Original Recipe by The Repertoire
Veal stock is the basis of almost every brown or dark sauce, be it for meat or for fish yet is not made that often. This is partly due to the fact that veal bones can be very difficult to get hold of, partly because it takes time and space to produce a good stock like this. It needs to cook for a minimum of 8 hours as it takes at least 6 hours for the bones to give up their natural jelly and even longer to extract all the flavour that is there to be gained from them. Then there is the problem that it is made from veal bones and the ethical question that raises. Personally I have no such qualms but I know that everyone is not like me. You could use beef bones as an alternative but they are not as refined as veal and the stock will not come out with such a clean flavour.
My preference if I am unable to source veal bones would be to use chicken bones with slightly more pig's trotters to help create the jelly a good stock needs. The resulting sauce may not be as dark but that is purely aesthetics, it definitely will not be as rich or have the depth of flavour that veal would have but I suppose everything has its price. It will freeze very well and will keep in the refrigerator unfrozen for at least a week. Many chefs roast their vegetables before adding them to the stock but my preference is to add them fresh towards the latter end of the cooking cycle. This gives the stock a brighter flavour and as vegetables will only give flavour until they are cooked and not beyond, then there seems little point in cooking them in the stock for hours on end.

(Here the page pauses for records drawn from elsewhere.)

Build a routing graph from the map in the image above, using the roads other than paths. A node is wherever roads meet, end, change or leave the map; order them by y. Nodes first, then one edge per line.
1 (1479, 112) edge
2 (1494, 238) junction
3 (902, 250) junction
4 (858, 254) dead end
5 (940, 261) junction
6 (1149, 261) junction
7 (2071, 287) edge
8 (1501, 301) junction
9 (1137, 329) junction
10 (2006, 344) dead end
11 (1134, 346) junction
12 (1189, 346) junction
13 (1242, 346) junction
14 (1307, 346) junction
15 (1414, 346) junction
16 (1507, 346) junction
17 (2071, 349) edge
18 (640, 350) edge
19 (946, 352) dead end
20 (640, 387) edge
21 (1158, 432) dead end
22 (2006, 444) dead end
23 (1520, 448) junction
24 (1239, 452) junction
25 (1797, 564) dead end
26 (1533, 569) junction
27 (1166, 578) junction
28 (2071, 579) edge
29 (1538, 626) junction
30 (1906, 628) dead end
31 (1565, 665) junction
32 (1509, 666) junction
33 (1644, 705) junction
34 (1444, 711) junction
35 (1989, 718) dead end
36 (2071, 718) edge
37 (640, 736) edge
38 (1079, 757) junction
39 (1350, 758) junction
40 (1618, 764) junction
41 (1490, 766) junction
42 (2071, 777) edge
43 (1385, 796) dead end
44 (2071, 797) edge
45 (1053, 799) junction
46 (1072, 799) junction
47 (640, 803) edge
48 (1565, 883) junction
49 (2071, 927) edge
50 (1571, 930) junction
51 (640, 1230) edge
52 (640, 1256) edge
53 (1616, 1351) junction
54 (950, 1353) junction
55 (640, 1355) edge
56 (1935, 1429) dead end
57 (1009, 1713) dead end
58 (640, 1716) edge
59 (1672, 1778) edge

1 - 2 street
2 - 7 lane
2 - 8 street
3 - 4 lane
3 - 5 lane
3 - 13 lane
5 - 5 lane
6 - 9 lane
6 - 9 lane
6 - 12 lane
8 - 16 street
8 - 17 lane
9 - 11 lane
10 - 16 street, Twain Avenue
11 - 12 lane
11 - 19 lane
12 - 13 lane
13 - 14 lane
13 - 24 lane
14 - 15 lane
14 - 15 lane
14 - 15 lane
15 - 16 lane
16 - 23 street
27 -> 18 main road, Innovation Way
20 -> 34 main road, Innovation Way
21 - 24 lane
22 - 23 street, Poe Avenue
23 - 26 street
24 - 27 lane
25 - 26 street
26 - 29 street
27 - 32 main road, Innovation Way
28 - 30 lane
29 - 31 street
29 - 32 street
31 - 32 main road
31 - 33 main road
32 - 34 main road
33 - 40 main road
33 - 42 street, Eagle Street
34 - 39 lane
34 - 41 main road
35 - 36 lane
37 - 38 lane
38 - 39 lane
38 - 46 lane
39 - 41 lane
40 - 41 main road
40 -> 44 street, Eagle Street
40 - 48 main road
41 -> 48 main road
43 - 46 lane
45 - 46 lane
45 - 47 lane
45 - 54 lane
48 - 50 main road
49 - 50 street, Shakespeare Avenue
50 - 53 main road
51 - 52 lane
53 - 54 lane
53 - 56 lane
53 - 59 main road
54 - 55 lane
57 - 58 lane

Brown the bones in a roasting tray in the oven, turning from time to time. When lightly browned dot the tomato puree over them and continue browning for a further 10 minutes. Drain the bones of any fat and transfer them to a large saucepan, then add the water and bring to the boil. Once the stock comes to the boil, lower the heat and skim, a lot of fat and scum will have risen to the surface and this all needs to be removed. Allow to simmer, skimming as is necessary for about 5 hours or so then add the vegetables, simmer for a further hour then add the herbs. Continue to simmer up to a total of 8 hours. After this time, strain off the stock through a muslin or fine strainer. Reduce this down till only about 1.2lt/2pts remains.